◆ **WORK INSTRUCTIONS**: Spot each line in the records below where the word "hand" occurs, then copy it.

(Stored items from a collection)
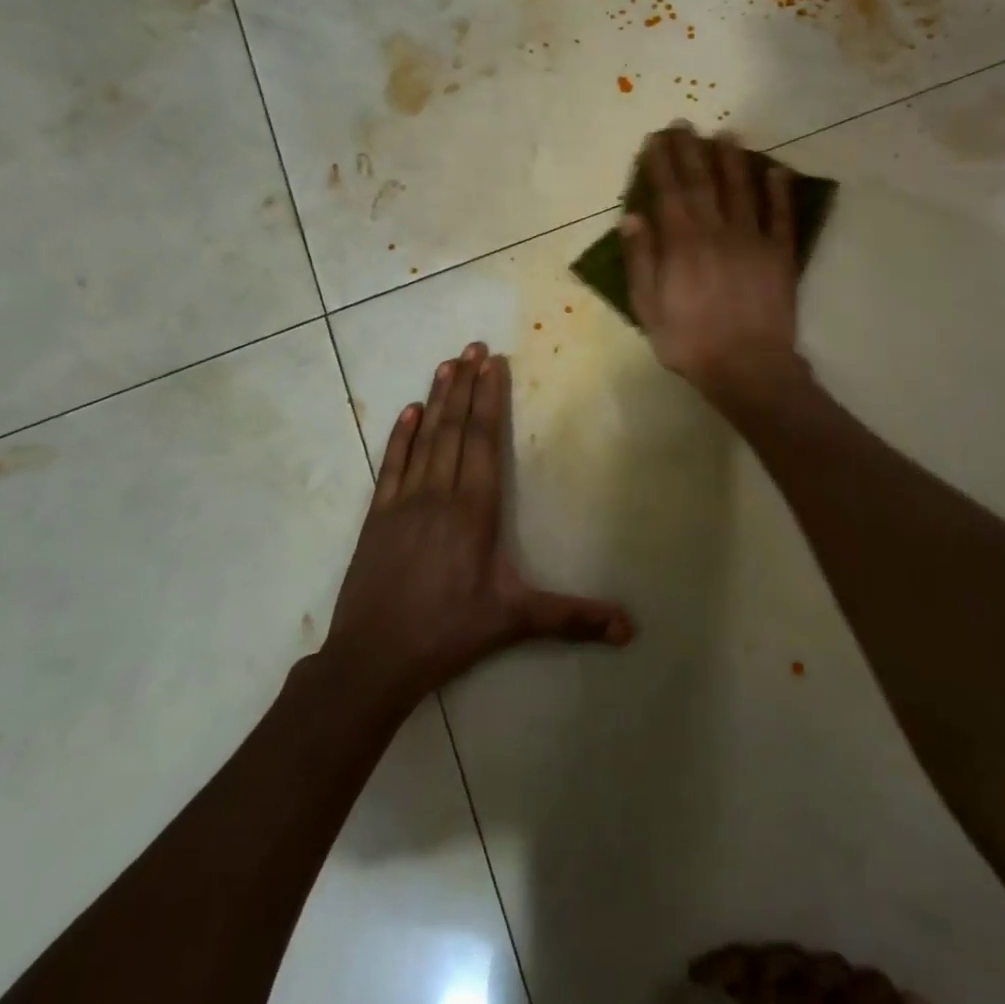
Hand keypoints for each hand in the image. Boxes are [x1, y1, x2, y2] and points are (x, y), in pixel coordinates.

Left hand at [322, 342, 631, 710]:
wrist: (374, 657)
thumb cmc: (449, 632)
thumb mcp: (515, 620)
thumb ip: (572, 617)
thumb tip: (630, 629)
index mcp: (474, 509)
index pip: (484, 440)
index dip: (489, 399)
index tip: (493, 363)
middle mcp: (440, 493)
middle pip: (455, 428)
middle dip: (465, 385)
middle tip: (472, 346)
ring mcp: (404, 501)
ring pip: (424, 438)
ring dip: (436, 399)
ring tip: (446, 364)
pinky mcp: (378, 516)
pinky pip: (392, 464)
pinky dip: (401, 435)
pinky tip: (407, 412)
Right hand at [620, 124, 807, 410]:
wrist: (747, 367)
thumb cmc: (690, 342)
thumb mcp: (649, 308)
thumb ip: (641, 260)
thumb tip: (631, 217)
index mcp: (682, 243)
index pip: (669, 192)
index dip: (661, 163)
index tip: (655, 139)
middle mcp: (717, 231)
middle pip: (702, 182)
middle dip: (690, 150)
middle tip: (684, 124)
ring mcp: (753, 240)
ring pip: (741, 189)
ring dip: (732, 160)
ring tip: (725, 135)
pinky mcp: (781, 254)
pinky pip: (781, 216)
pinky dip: (779, 192)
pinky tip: (775, 171)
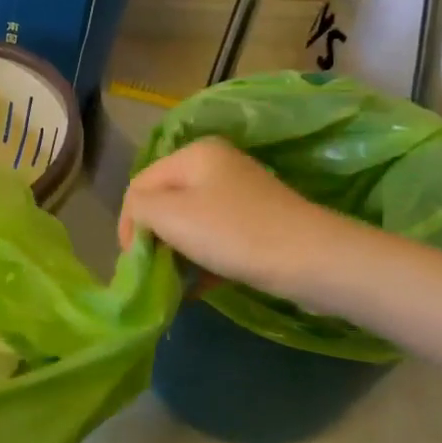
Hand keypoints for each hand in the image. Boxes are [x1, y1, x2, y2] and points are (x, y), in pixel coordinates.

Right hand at [118, 138, 356, 298]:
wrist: (313, 260)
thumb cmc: (232, 233)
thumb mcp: (169, 215)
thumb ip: (138, 208)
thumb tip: (139, 219)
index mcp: (194, 154)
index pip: (139, 185)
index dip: (128, 222)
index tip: (132, 260)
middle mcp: (216, 165)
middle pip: (165, 203)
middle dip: (152, 238)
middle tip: (150, 271)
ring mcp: (240, 194)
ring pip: (189, 223)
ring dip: (175, 254)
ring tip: (173, 282)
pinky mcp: (257, 223)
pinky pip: (214, 238)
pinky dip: (201, 261)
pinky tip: (196, 288)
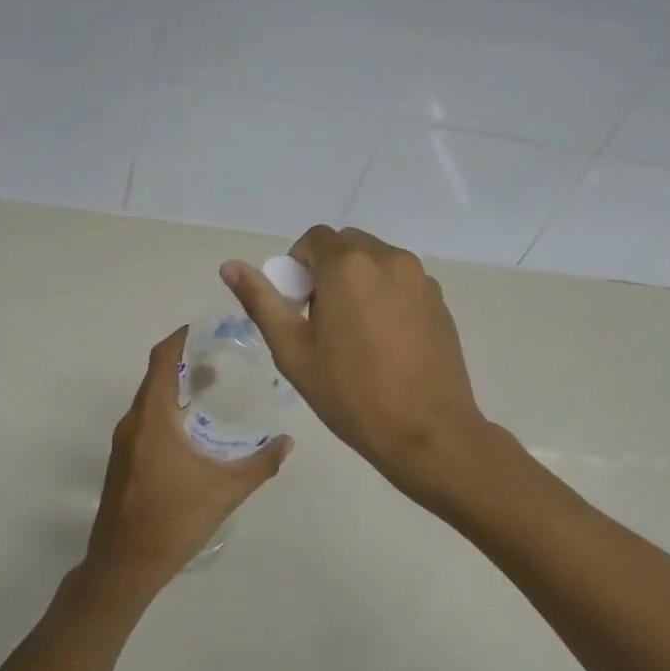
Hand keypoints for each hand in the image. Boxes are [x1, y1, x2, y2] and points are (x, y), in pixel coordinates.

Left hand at [83, 328, 291, 595]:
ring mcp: (123, 443)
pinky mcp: (121, 462)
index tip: (204, 328)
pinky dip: (167, 410)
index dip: (180, 338)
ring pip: (149, 401)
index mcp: (153, 420)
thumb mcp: (225, 491)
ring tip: (210, 387)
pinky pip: (144, 421)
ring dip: (176, 388)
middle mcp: (133, 423)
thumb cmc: (174, 521)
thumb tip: (287, 442)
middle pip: (155, 377)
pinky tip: (191, 429)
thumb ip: (260, 464)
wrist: (123, 566)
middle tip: (220, 357)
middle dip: (184, 362)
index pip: (162, 360)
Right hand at [223, 227, 489, 504]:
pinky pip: (402, 283)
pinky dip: (386, 297)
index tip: (298, 305)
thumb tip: (230, 266)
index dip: (297, 266)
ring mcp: (420, 279)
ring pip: (376, 263)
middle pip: (347, 246)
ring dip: (358, 283)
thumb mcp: (292, 350)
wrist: (426, 431)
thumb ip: (261, 301)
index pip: (314, 239)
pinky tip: (385, 343)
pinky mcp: (440, 301)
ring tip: (355, 335)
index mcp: (348, 265)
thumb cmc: (350, 392)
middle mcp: (389, 258)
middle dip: (328, 272)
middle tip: (322, 321)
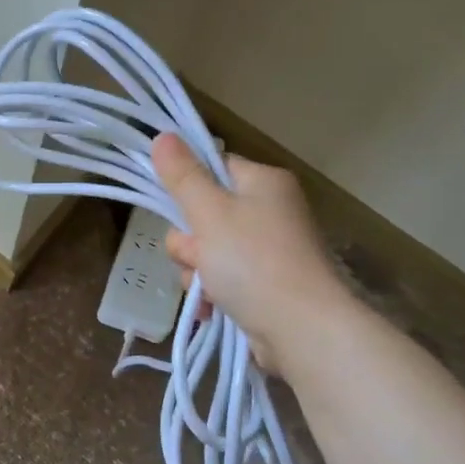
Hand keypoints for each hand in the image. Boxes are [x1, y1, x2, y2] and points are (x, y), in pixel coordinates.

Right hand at [150, 133, 348, 376]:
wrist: (302, 328)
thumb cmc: (253, 262)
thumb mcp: (209, 213)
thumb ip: (182, 177)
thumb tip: (162, 135)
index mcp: (264, 183)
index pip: (213, 168)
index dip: (187, 187)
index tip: (173, 208)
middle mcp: (270, 211)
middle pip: (204, 214)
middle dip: (190, 243)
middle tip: (198, 256)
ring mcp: (268, 251)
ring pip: (207, 252)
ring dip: (197, 272)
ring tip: (208, 290)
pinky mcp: (265, 286)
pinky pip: (221, 280)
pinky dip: (211, 294)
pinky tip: (210, 309)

◆ **SOLUTION FOR THIS TASK**:
Hand keypoints for each hand in the image. Boxes are [x1, y1, x2, y2] and points are (x, y), in pixel coordinates.
Left hand at [322, 342, 631, 710]:
Right hand at [620, 124, 807, 410]:
Hand keypoints for each hand in the image. Boxes are [x1, y1, x2, y2] and points are (x, y), in pixel coordinates.
Right hand at [118, 138, 356, 298]:
Hand keypoints for each hand in the image. Boxes are [x1, y1, x2, y2] and points are (x, y), in pixel coordinates.
Left hand at [83, 328, 291, 595]:
Right hand at [223, 227, 489, 504]:
Hand keypoints for each hand in the image. Boxes are [x1, y1, x2, y2] and points are (x, y), in pixel coordinates.
Right hand at [150, 133, 348, 376]:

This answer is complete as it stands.